I have read a little bit about the structural realist's position. It is characterised by the belief that there are key ideas that must be retained in scientific theories, namely those mathematical/theoretical 'structures' which made a theory empirically successful since new theories must maintain and build upon the empirical success of older theories.

However, I'm having a hard time interpreting this idea of the retention of a 'mathematical structure'. In Worrall's paper, he uses the example of light as we transitioned from a physical ether theory to Maxwell's theory of electromagnetism. In this transition the 'entities' in the theory changed. In the ether theory, light was taken to be oscillations of some physical medium and was taken my Maxwell to be the oscillations in some field (which seems to be a much more abstract and theoretical concept). In either case, light is taken to be this kind of oscillating thing.

Could someone elaborate on this idea? Are there other examples from theories of physics of this kind of thing?
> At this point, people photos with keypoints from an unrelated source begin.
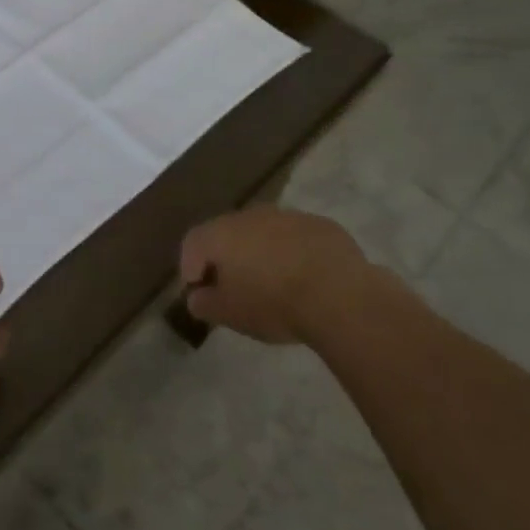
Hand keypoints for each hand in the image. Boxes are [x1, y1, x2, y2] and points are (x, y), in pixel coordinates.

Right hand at [180, 207, 370, 343]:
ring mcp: (287, 216)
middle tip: (235, 288)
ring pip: (264, 233)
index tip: (199, 293)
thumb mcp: (229, 314)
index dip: (190, 268)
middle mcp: (249, 215)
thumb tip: (197, 297)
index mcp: (221, 233)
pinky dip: (293, 254)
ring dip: (262, 254)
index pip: (192, 243)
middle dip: (227, 258)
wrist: (339, 295)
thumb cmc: (273, 304)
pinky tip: (306, 279)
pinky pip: (296, 238)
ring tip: (273, 285)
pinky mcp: (320, 225)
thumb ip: (204, 304)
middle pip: (228, 233)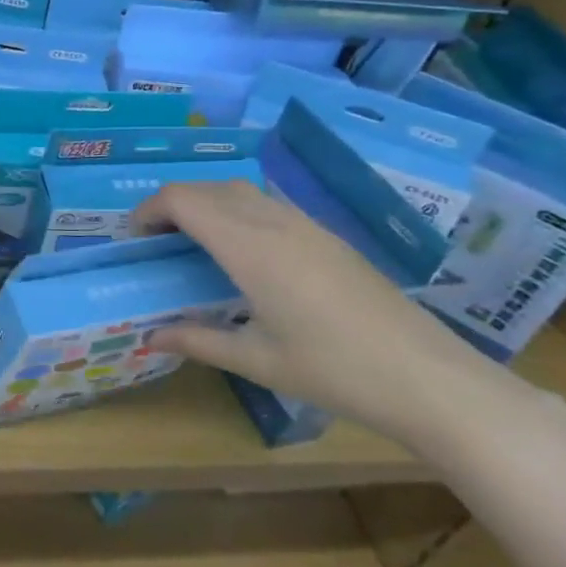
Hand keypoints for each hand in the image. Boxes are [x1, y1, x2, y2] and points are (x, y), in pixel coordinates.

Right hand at [130, 180, 516, 451]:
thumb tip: (150, 337)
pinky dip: (236, 211)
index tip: (134, 239)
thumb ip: (197, 340)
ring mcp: (305, 225)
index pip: (182, 200)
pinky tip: (241, 251)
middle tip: (156, 241)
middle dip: (171, 204)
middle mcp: (274, 222)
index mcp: (248, 247)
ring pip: (239, 190)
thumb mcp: (256, 360)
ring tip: (192, 241)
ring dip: (205, 203)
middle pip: (207, 187)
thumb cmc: (334, 371)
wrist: (430, 379)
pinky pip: (266, 203)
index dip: (148, 210)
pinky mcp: (327, 236)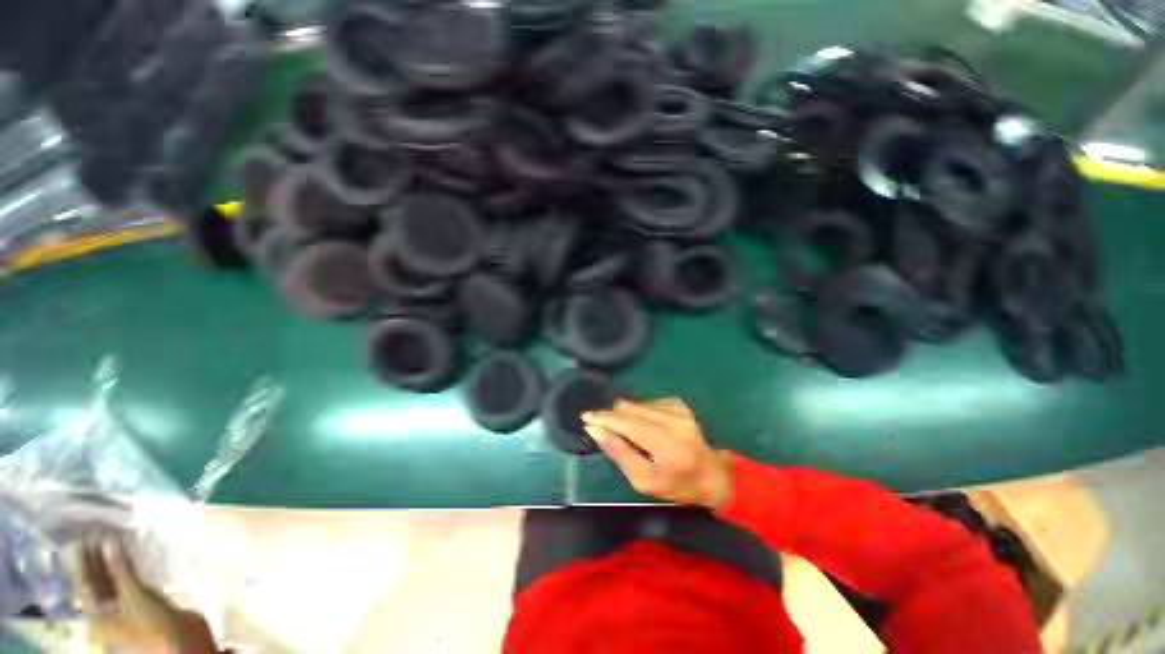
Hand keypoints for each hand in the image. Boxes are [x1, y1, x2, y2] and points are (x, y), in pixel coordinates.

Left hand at [65, 538, 219, 653]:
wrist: (183, 644)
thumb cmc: (151, 626)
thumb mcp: (135, 597)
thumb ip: (121, 570)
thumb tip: (108, 539)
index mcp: (96, 614)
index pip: (84, 581)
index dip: (84, 559)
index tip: (85, 534)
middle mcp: (106, 610)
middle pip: (98, 581)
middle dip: (99, 558)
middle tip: (100, 531)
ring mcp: (126, 607)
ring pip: (117, 580)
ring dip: (117, 561)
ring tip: (117, 538)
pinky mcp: (144, 603)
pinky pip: (133, 581)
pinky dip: (132, 568)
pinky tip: (136, 555)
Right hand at [582, 398, 733, 509]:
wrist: (711, 475)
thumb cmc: (677, 486)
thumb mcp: (644, 480)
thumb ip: (619, 453)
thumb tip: (595, 430)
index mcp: (667, 444)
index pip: (628, 423)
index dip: (604, 418)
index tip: (585, 418)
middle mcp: (673, 420)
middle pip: (630, 409)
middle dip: (612, 418)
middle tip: (604, 430)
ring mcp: (677, 409)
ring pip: (636, 405)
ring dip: (625, 417)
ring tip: (631, 436)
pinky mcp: (677, 403)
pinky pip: (646, 404)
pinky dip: (638, 414)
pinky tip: (645, 429)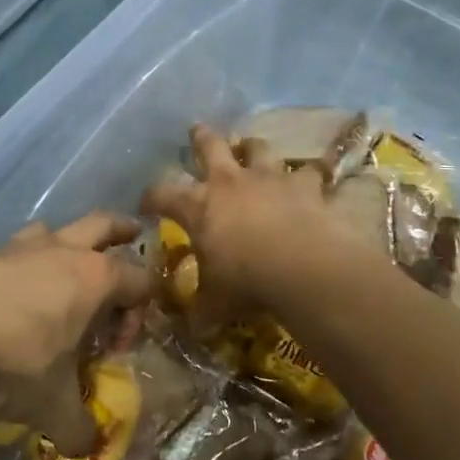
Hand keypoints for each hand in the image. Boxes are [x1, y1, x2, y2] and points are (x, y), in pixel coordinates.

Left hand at [0, 214, 150, 456]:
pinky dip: (20, 267)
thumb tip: (89, 449)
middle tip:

What about cases where theories have been overtaken by new theories from which the principles of the old theory can be derived?

E.g. You can quite trivially derive Kepler's 3rd law of planetary motion from Newtonian Gravity and motion (which was the 'replacement' for Kepler's laws more or less). Is this an instance of some kind of retention of mathematical structure or am I misunderstanding things?

1 Answer 1


You might find the following helpful :

Originating with Poincare (1905) and before, structural realism (hence forth SR) is a view of scientific theory change asserts that equations, that are retained across instances of theory change, pick out relations that are at least approximately true. This, supporters claim, explains why such equations can be successfully retained across an instance of theory change. While SR commits to knowledge of structure, (i.e. the equations that describe relations) it does not commit to knowledge of the nature of the entities in the retained equations. For its supporters, such as Worrall, SR represents a congenial compromise position that accommodates the main argument from the "no-miracles" argument for scientific realism (Worrall, 1989). "No-Miracles" is the thesis that the success of science stands in need of explanation, the explanation being that successful theories are successful because they are, at least, approximately true. SR's restrictions on the knowledge of "nature" rec ognises that much of the constituents of science do not survive instances of theory change. Entities such as "ether" and "caloric" are cases in point.

However, SR has been subject to considerable criticism recently, most notably by Psillos (1995, 1999, 2001). Psillos argues that the structure/nature distinction provides an implausible version of nature. Structure and nature form a continuum for Psillos. They are not wholly distinct since much of what one might consider "nature" is expressed by laws that entities obey, laws that come in the form of equations, i.e. structure. For example, part of lights "nature" in several classical theo ries of light is that it propagates as a transverse wave, but this "nature" is expressed in equations that survived instances of theory change. (Daniel McArthur, 'Recent Debates over Structural Realism', Journal for General Philosophy of Science / Zeitschrift für allgemeine Wissenschaftstheorie, Vol. 37, No. 2 (Oct., 2006), pp. 209-224 : 209-10.)

You are already familiar with Worrall's work. A useful next step might be to read Psillos, who raises real difficulties for SR.


Poincare, H.: 1905, 'Science and Hypothesis', reprinted in H. Poincare (1913), The Foundations of Science, The Science Press, Lancaster. (Many later reprints.)

Psillos, S.: 1995, Ts Structural realism the Best of Both Worlds?', Dialectica 49,15-46.

Psillos, S.: 1999, Scientific Realism: How Science Tracks Truth, Routledge, London.

Psillos, S.: 2001, Ts Structural Realism Possible?', Philosophy of Science (Proceedings) 68, 13-24.

  • Ah, okay. That makes sense. And yeah, it kind of seems like Psillos missed the point? Perhaps he's right in saying that the nature/structure distinction is a little bit off or poorly defined but it still stands that new theories mathematically retain old theories (as a matter of necessity). So perhaps it is better to say that you can only understand the nature of an entity/of unobserved entities by reference to the equations that describe them. Their qualitative nature is beyond our reach. Jun 17, 2018 at 8:43
  • 1
    Thanks for reply. If Psillos has stimulated a reaction, even if a negative one, perhaps that puts you one step ahead towards clarification. Best - Geoff.